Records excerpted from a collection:
[Start of section]

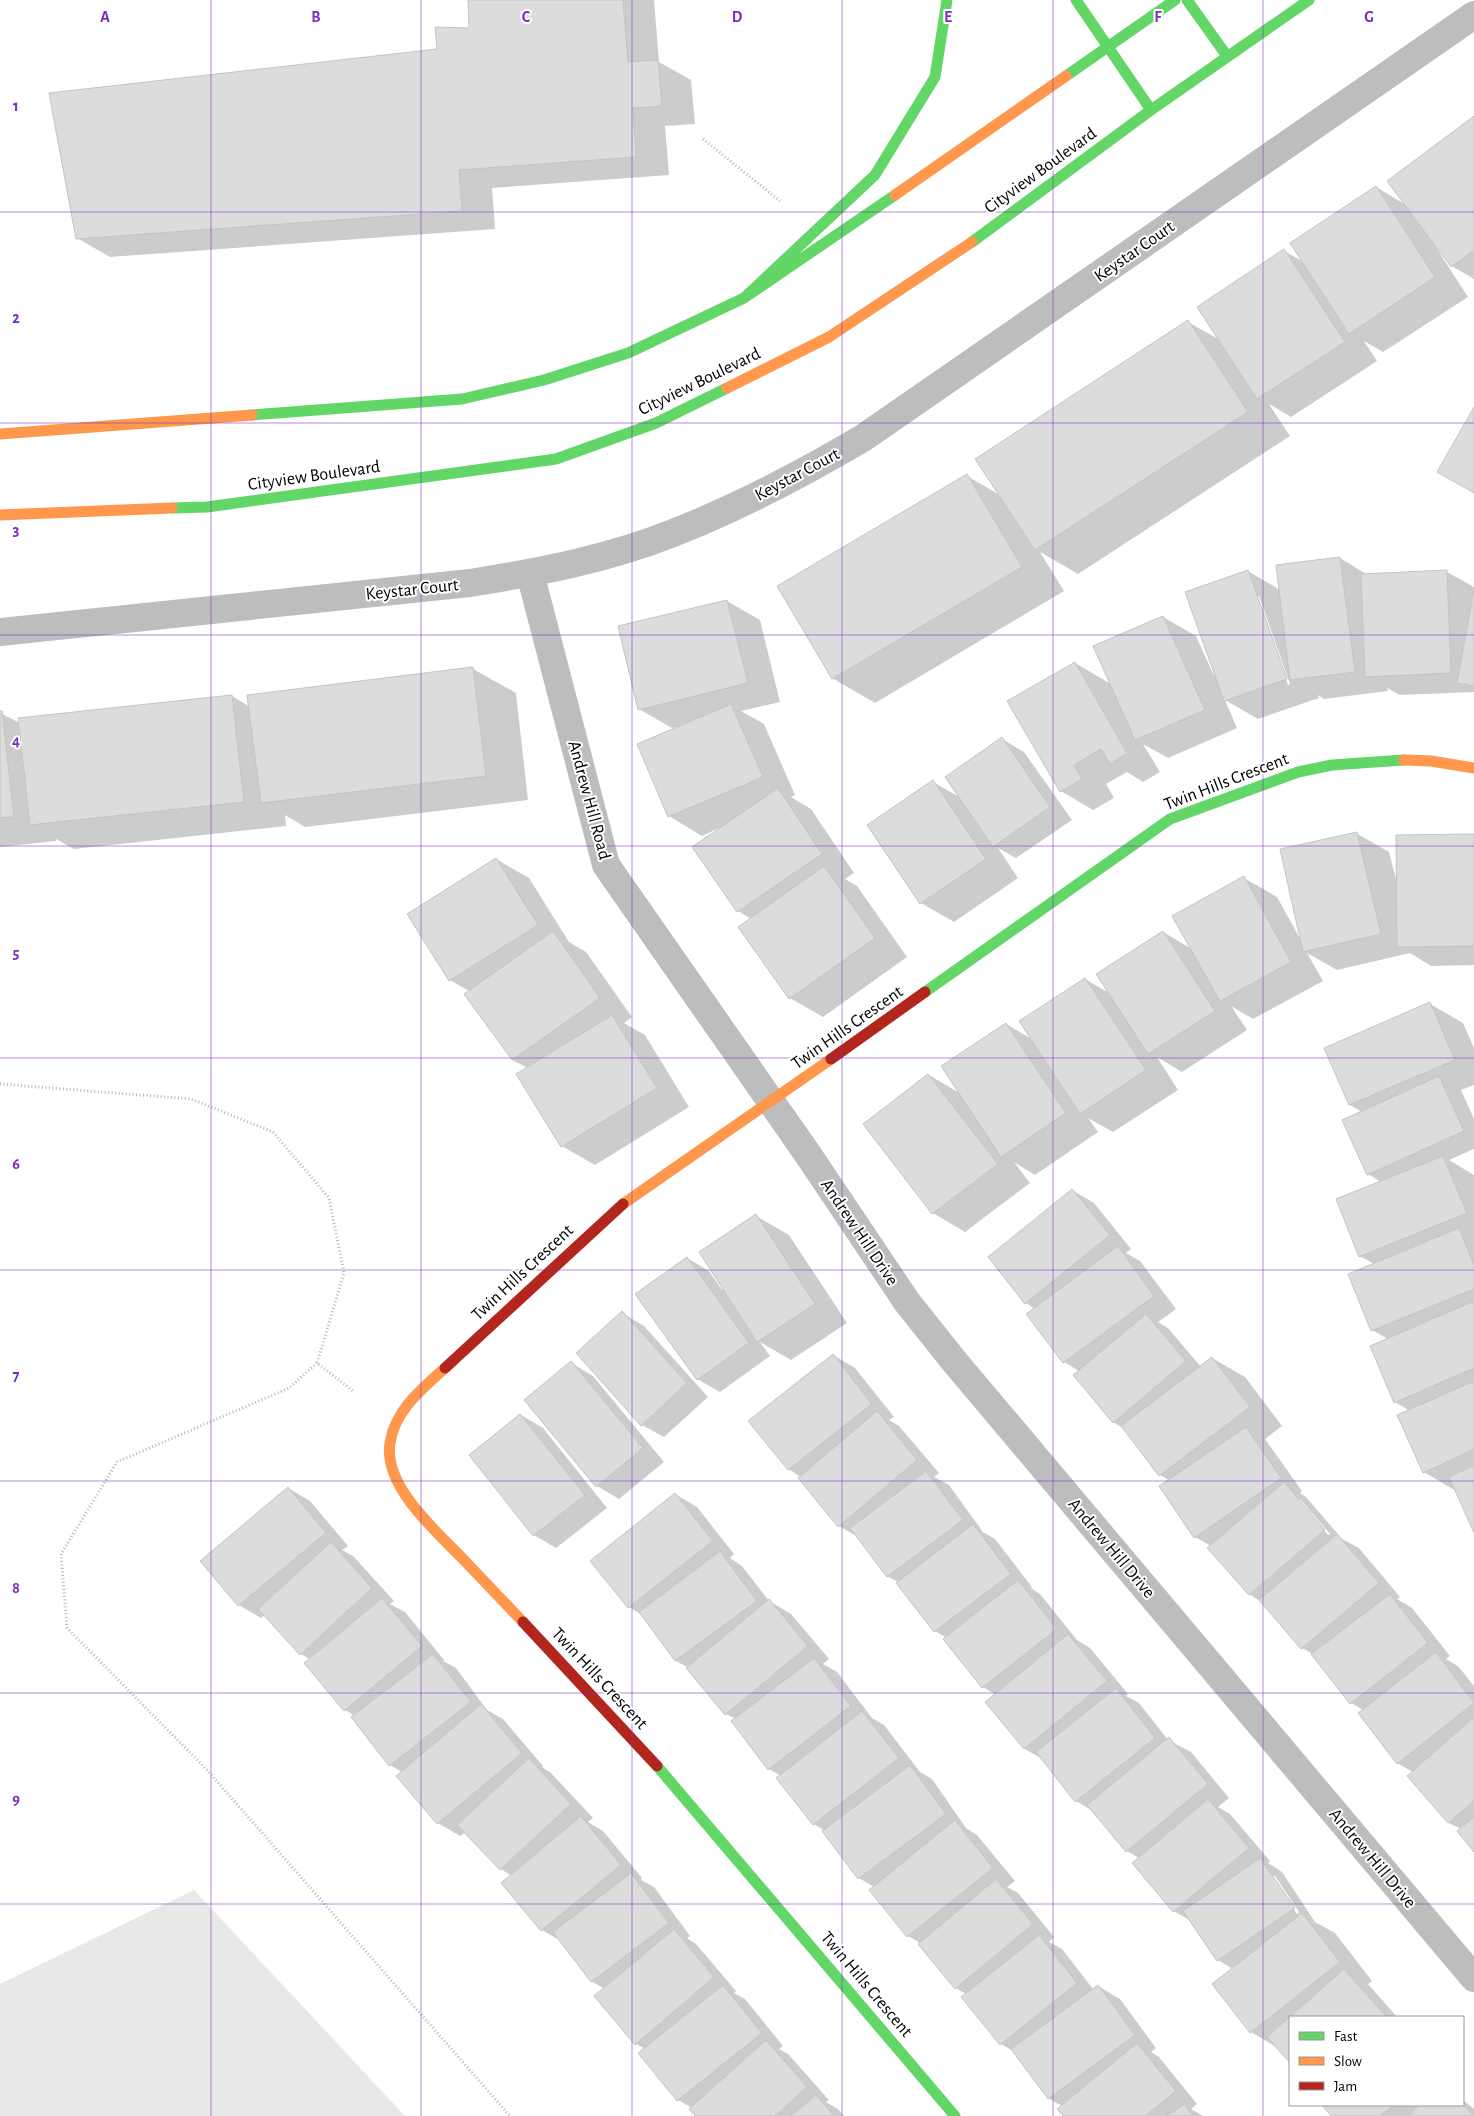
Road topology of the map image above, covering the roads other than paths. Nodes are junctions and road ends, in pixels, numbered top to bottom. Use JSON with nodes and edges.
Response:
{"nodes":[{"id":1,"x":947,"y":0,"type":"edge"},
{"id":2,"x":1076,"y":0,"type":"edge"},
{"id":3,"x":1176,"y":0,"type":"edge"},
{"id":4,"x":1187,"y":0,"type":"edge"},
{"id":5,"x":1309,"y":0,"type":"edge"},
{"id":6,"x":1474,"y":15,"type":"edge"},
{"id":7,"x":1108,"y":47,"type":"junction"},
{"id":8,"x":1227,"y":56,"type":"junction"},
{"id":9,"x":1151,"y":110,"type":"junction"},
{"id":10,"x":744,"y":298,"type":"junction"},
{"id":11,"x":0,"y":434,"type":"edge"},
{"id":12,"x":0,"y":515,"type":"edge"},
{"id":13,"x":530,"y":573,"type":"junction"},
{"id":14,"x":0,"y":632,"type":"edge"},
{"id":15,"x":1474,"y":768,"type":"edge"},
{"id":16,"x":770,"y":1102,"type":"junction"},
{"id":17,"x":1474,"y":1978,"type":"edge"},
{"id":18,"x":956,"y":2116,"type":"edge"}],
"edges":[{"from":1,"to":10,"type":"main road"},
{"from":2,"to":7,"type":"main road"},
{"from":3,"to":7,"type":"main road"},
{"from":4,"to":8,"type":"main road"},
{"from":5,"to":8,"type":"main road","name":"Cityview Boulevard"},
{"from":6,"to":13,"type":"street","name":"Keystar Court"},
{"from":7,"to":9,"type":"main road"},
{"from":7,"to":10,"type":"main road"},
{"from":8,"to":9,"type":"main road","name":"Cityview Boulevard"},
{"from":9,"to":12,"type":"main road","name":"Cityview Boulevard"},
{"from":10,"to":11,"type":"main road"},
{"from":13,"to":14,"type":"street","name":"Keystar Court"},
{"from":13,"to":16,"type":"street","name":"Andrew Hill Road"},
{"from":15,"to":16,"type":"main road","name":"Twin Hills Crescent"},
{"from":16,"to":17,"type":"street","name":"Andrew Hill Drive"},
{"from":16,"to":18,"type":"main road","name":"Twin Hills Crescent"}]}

[End of section]

Exercise: Any picture among the entries must be skipped; copy all else exactly.

Reply:
Road topology of the map image above, covering the roads other than paths. Nodes are junctions and road ends, in pixels, numbered top to bottom. Use JSON with nodes and edges.
Response:
{"nodes":[{"id":1,"x":947,"y":0,"type":"edge"},
{"id":2,"x":1076,"y":0,"type":"edge"},
{"id":3,"x":1176,"y":0,"type":"edge"},
{"id":4,"x":1187,"y":0,"type":"edge"},
{"id":5,"x":1309,"y":0,"type":"edge"},
{"id":6,"x":1474,"y":15,"type":"edge"},
{"id":7,"x":1108,"y":47,"type":"junction"},
{"id":8,"x":1227,"y":56,"type":"junction"},
{"id":9,"x":1151,"y":110,"type":"junction"},
{"id":10,"x":744,"y":298,"type":"junction"},
{"id":11,"x":0,"y":434,"type":"edge"},
{"id":12,"x":0,"y":515,"type":"edge"},
{"id":13,"x":530,"y":573,"type":"junction"},
{"id":14,"x":0,"y":632,"type":"edge"},
{"id":15,"x":1474,"y":768,"type":"edge"},
{"id":16,"x":770,"y":1102,"type":"junction"},
{"id":17,"x":1474,"y":1978,"type":"edge"},
{"id":18,"x":956,"y":2116,"type":"edge"}],
"edges":[{"from":1,"to":10,"type":"main road"},
{"from":2,"to":7,"type":"main road"},
{"from":3,"to":7,"type":"main road"},
{"from":4,"to":8,"type":"main road"},
{"from":5,"to":8,"type":"main road","name":"Cityview Boulevard"},
{"from":6,"to":13,"type":"street","name":"Keystar Court"},
{"from":7,"to":9,"type":"main road"},
{"from":7,"to":10,"type":"main road"},
{"from":8,"to":9,"type":"main road","name":"Cityview Boulevard"},
{"from":9,"to":12,"type":"main road","name":"Cityview Boulevard"},
{"from":10,"to":11,"type":"main road"},
{"from":13,"to":14,"type":"street","name":"Keystar Court"},
{"from":13,"to":16,"type":"street","name":"Andrew Hill Road"},
{"from":15,"to":16,"type":"main road","name":"Twin Hills Crescent"},
{"from":16,"to":17,"type":"street","name":"Andrew Hill Drive"},
{"from":16,"to":18,"type":"main road","name":"Twin Hills Crescent"}]}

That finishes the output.